#### INFORMATION ####
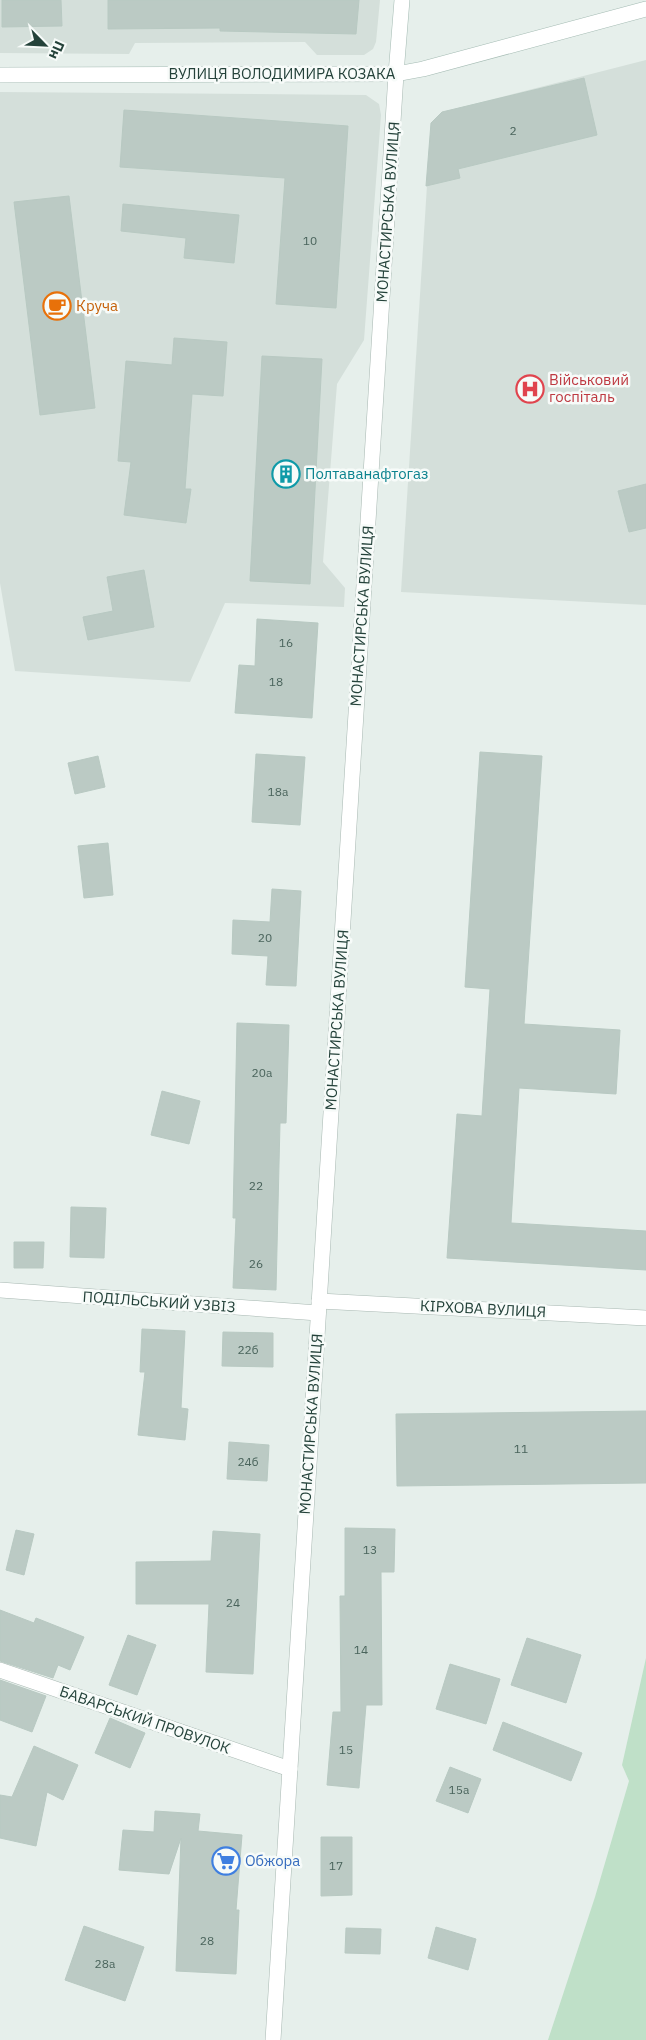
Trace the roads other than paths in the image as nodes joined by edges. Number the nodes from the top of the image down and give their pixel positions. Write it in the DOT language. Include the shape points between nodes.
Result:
graph roads {
  1 [pos="402,0"];
  2 [pos="646,9"];
  3 [pos="396,74"];
  4 [pos="0,75"];
  5 [pos="0,1290"];
  6 [pos="319,1307"];
  7 [pos="646,1318"];
  8 [pos="0,1670"];
  9 [pos="290,1769"];
  10 [pos="273,2040"];
  1 -- 3 [label="street, МОНАСТИРСЬКА ВУЛИЦЯ"];
  2 -- 3 [label="street, ВУЛИЦЯ ВОЛОДИМИРА КОЗАКА"];
  3 -- 4 [label="street, ВУЛИЦЯ ВОЛОДИМИРА КОЗАКА"];
  3 -- 6 [label="street, МОНАСТИРСЬКА ВУЛИЦЯ"];
  5 -- 6 [label="street, ПОДІЛЬСЬКИЙ УЗВІЗ"];
  6 -- 7 [label="street, КІРХОВА ВУЛИЦЯ"];
  6 -- 9 [label="street, МОНАСТИРСЬКА ВУЛИЦЯ"];
  8 -- 9 [label="street, БАВАРСЬКИЙ ПРОВУЛОК"];
  9 -- 10 [label="street, МОНАСТИРСЬКА ВУЛИЦЯ"];
}
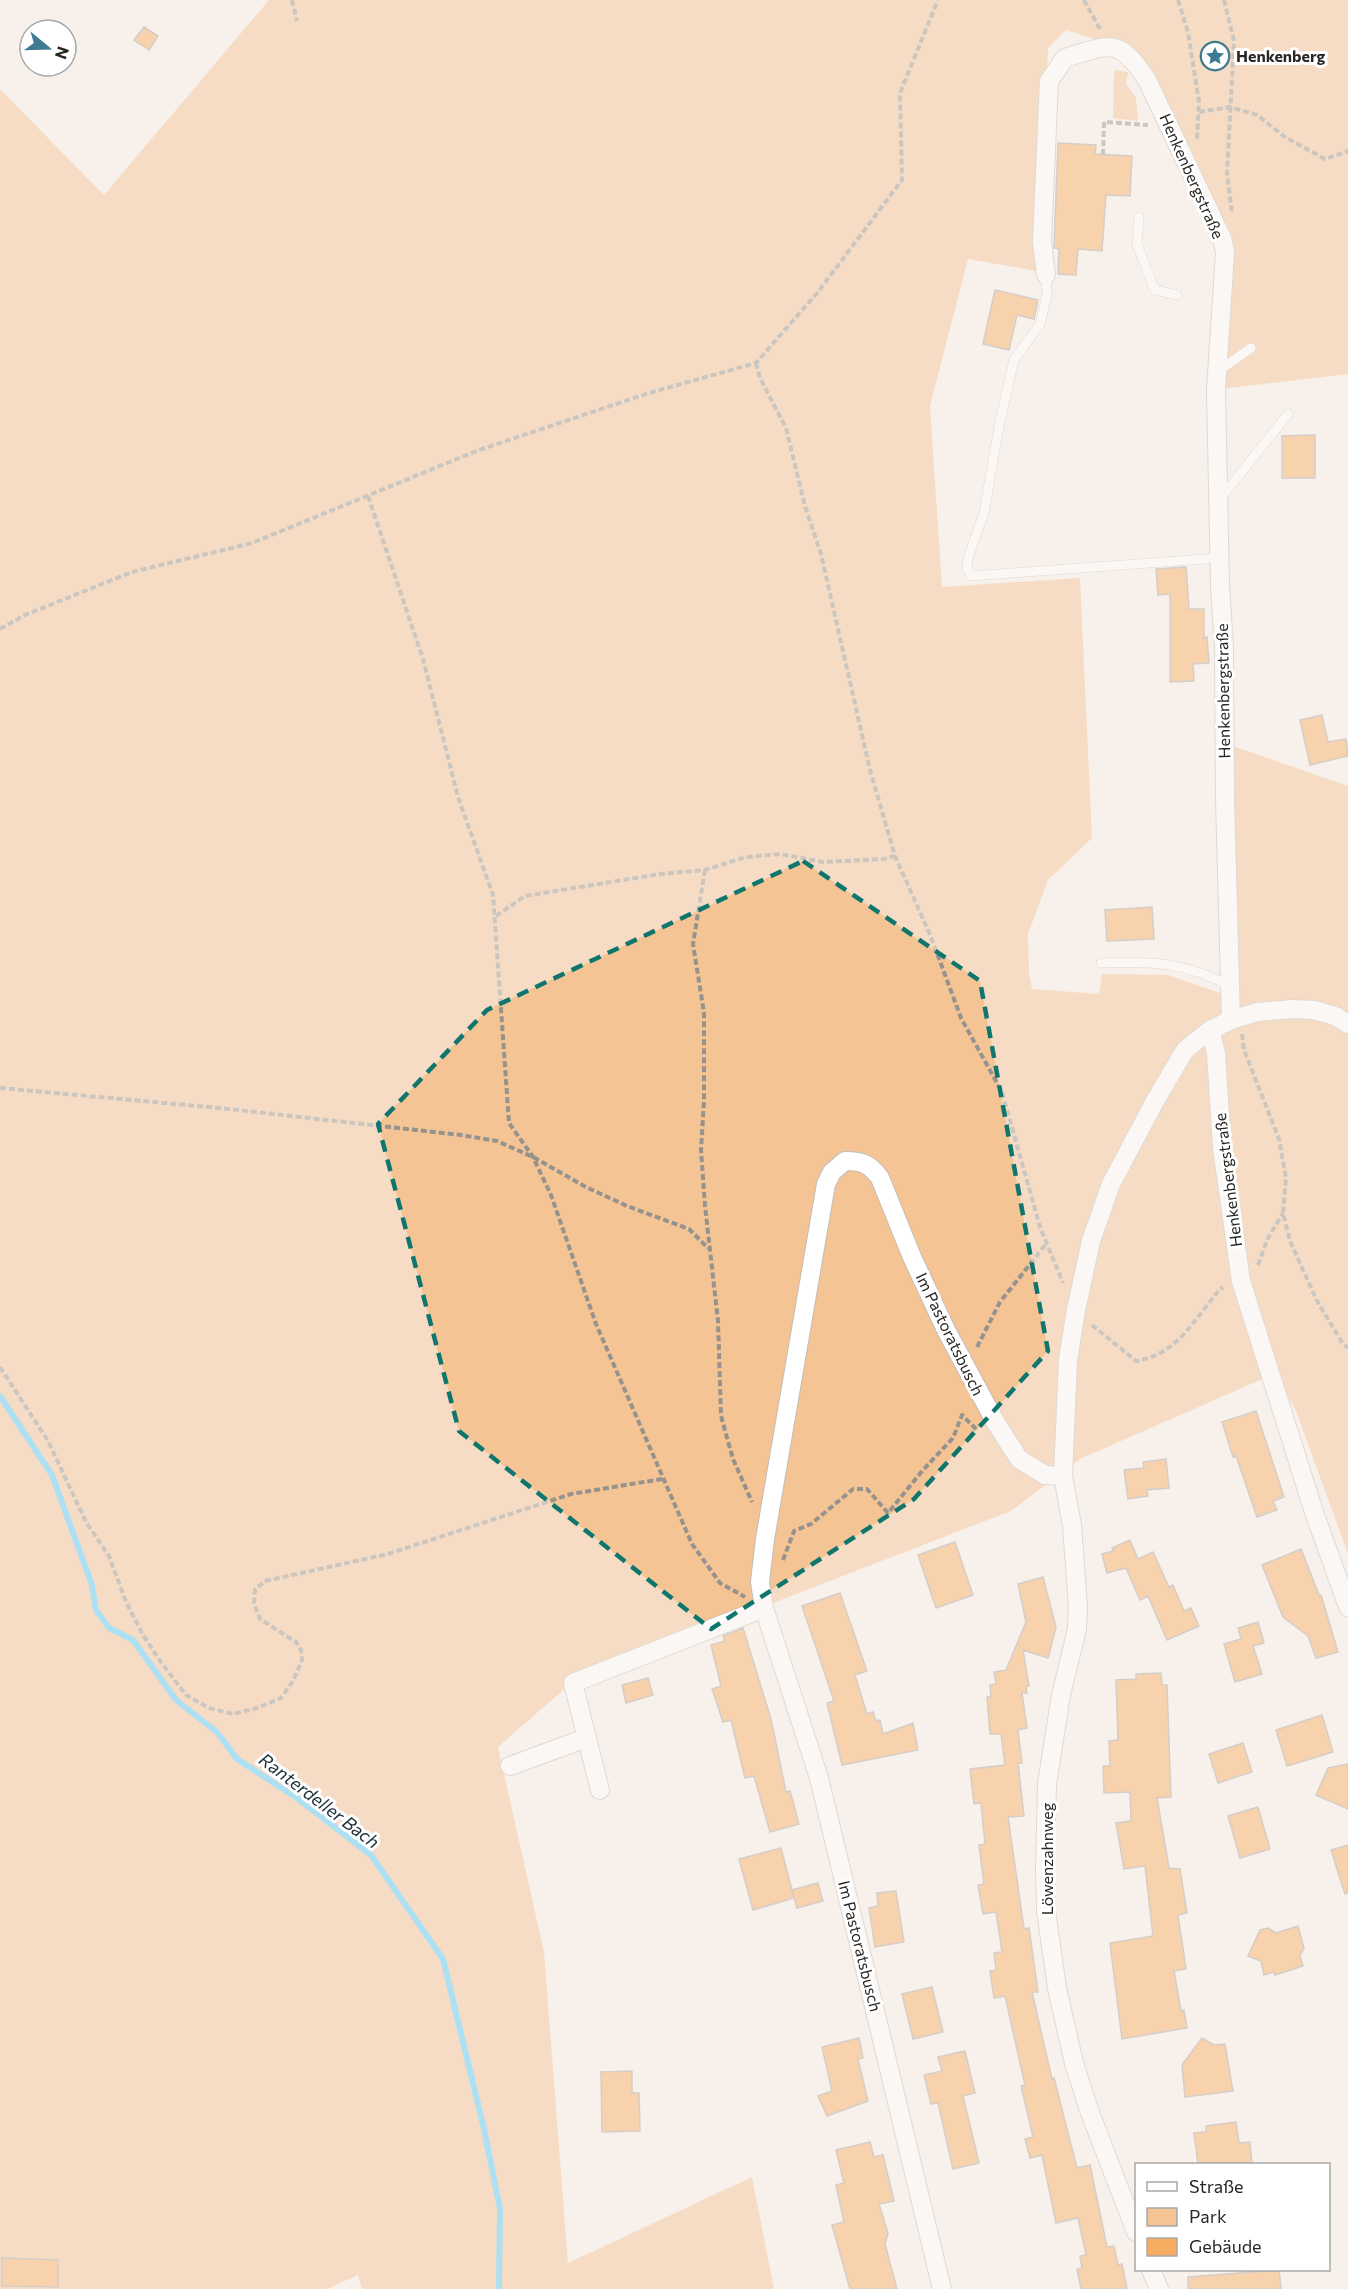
####
• _ACTIVITY_: Give the data back exactly, omitting all pictures.

• _EXERCISE OUTPUT_:
Trace the roads other than paths in the image as nodes joined by edges. Number the nodes from the top of the image down and give their pixel positions. Write it in the DOT language. Include the shape points between nodes.
Result:
graph roads {
  1 [pos="402,0"];
  2 [pos="646,9"];
  3 [pos="396,74"];
  4 [pos="0,75"];
  5 [pos="0,1290"];
  6 [pos="319,1307"];
  7 [pos="646,1318"];
  8 [pos="0,1670"];
  9 [pos="290,1769"];
  10 [pos="273,2040"];
  1 -- 3 [label="street, МОНАСТИРСЬКА ВУЛИЦЯ"];
  2 -- 3 [label="street, ВУЛИЦЯ ВОЛОДИМИРА КОЗАКА"];
  3 -- 4 [label="street, ВУЛИЦЯ ВОЛОДИМИРА КОЗАКА"];
  3 -- 6 [label="street, МОНАСТИРСЬКА ВУЛИЦЯ"];
  5 -- 6 [label="street, ПОДІЛЬСЬКИЙ УЗВІЗ"];
  6 -- 7 [label="street, КІРХОВА ВУЛИЦЯ"];
  6 -- 9 [label="street, МОНАСТИРСЬКА ВУЛИЦЯ"];
  8 -- 9 [label="street, БАВАРСЬКИЙ ПРОВУЛОК"];
  9 -- 10 [label="street, МОНАСТИРСЬКА ВУЛИЦЯ"];
}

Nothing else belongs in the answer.